When doing math proof exercises as an undergrad I found problems of the form "Prove X" or "Disprove X" to be much easier than "Prove or disprove X" despite no noticeable difference in the difficulty of understanding the proof once constructed. I felt that prove/disprove was significantly more than twice as hard, actually. I thought I could trick myself into making it between 1 and 2 times as hard by attempting to force myself to believe the problem was one form or the other for set periods of time, and that did seem to help some, but not nearly to the extent I had hoped.
At undergrad, a successful technique is to assume X exists and try to construct it. As you do so, you either find one or reach a contradiction to every possible class of structure.
Nonconstructive proofs of existence in rare, outside of logic classes. Most branches of undergrad math aren't interested in mere existence
It's a useful technique not just for undergraduates.
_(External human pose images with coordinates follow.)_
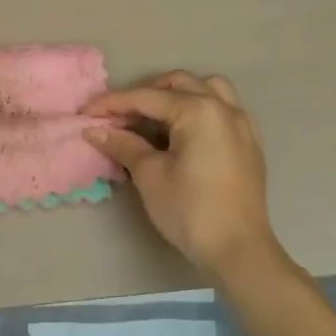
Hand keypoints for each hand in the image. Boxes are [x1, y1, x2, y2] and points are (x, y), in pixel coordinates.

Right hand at [83, 72, 286, 282]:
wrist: (239, 251)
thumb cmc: (190, 210)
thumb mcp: (149, 175)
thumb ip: (123, 144)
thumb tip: (94, 130)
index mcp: (198, 111)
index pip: (146, 98)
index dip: (112, 104)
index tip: (86, 113)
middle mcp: (223, 108)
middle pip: (177, 83)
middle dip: (145, 94)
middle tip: (120, 117)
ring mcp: (242, 124)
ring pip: (207, 88)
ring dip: (178, 94)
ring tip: (155, 117)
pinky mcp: (249, 143)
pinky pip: (223, 108)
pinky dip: (200, 108)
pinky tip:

Here are two famous computer science examples.
* Dana Scott discovered the lattice based model of the λ-calculus while trying to prove that no set theoretic models exist. This put functional programming on the map.
* Volker Strassen found his fast matrix multiplication while trying to show that the traditional O(n^3) is optimal. This might have been the first or one of the first non-trivial and unexpected innovations that came from the then new field of computational complexity.
There are plenty of times in math classes where I've been assured that "Theorem 1 guarantees that there exists a unique solution...", but where this solution is in no sense easily known.
As an example, a maximizer of some convex function over a convex set. Sure, it exists, but constructing it is another matter!
As another example, solutions to differential equations of a given form. The form guarantees a solution exists, but the solution may difficult to pin down.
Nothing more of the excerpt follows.